- **Supplied information**
◆ ◆ ◆ ◆ ◆ ◆ ◆
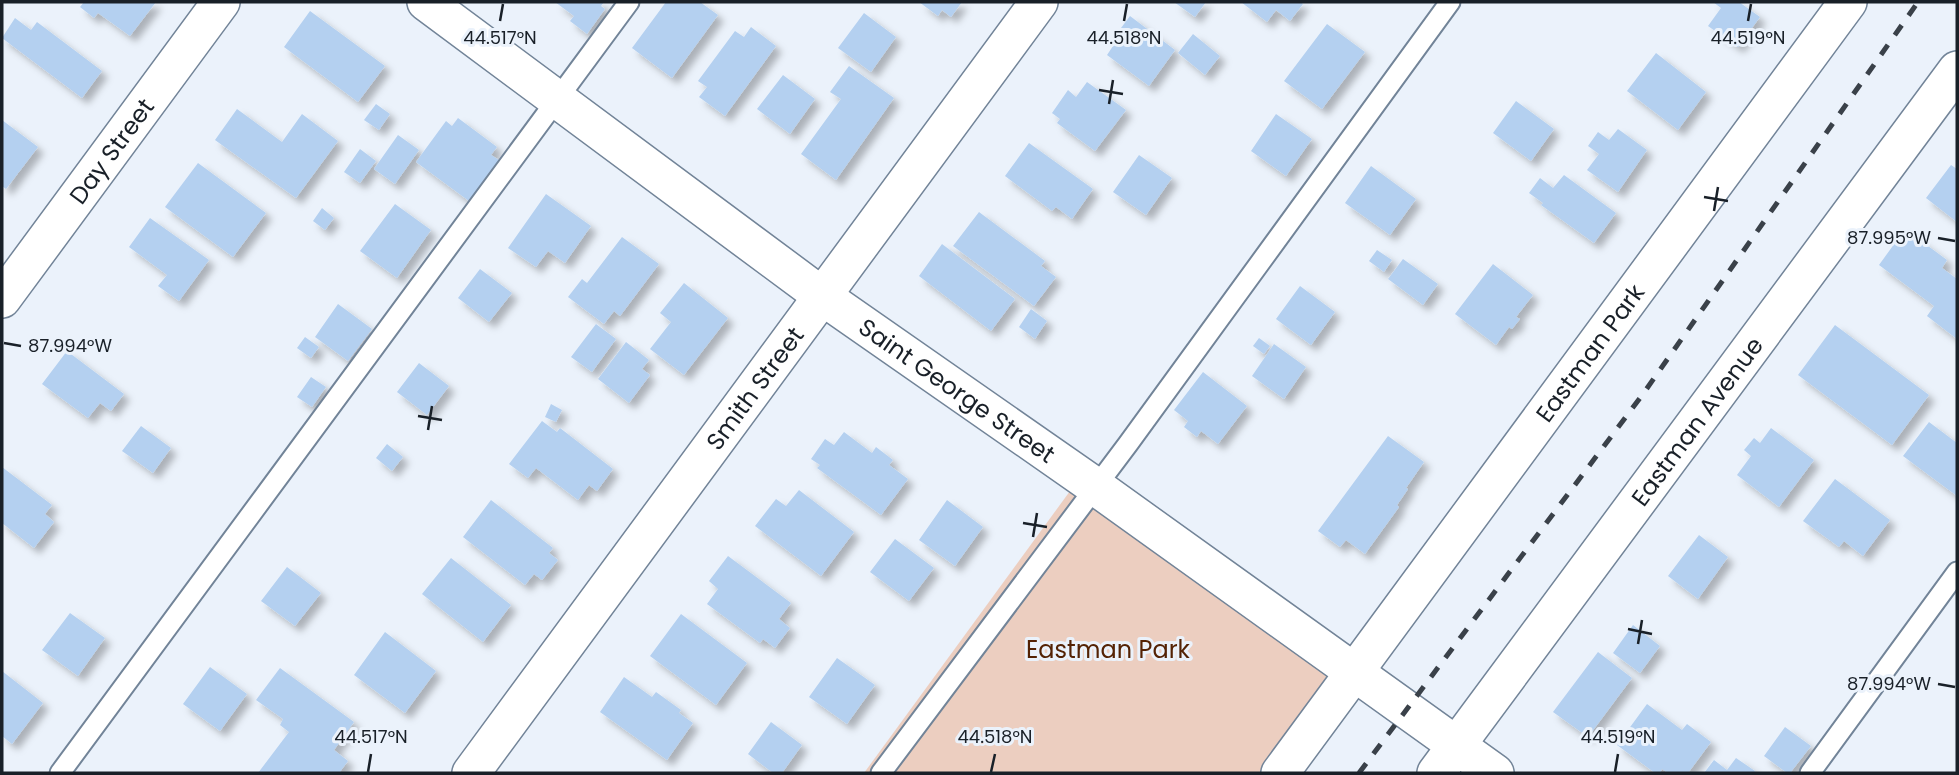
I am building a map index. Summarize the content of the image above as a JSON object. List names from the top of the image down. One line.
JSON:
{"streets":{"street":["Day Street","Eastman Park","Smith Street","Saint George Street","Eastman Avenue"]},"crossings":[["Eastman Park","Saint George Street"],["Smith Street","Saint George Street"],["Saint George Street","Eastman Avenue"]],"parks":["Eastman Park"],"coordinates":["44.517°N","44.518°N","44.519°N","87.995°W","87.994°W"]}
◆ ◆ ◆ ◆ ◆ ◆ ◆
- **Your goal**
Write out everything in the data word for word. Omit each picture.

- **Answer below**
I am building a map index. Summarize the content of the image above as a JSON object. List names from the top of the image down. One line.
JSON:
{"streets":{"street":["Day Street","Eastman Park","Smith Street","Saint George Street","Eastman Avenue"]},"crossings":[["Eastman Park","Saint George Street"],["Smith Street","Saint George Street"],["Saint George Street","Eastman Avenue"]],"parks":["Eastman Park"],"coordinates":["44.517°N","44.518°N","44.519°N","87.995°W","87.994°W"]}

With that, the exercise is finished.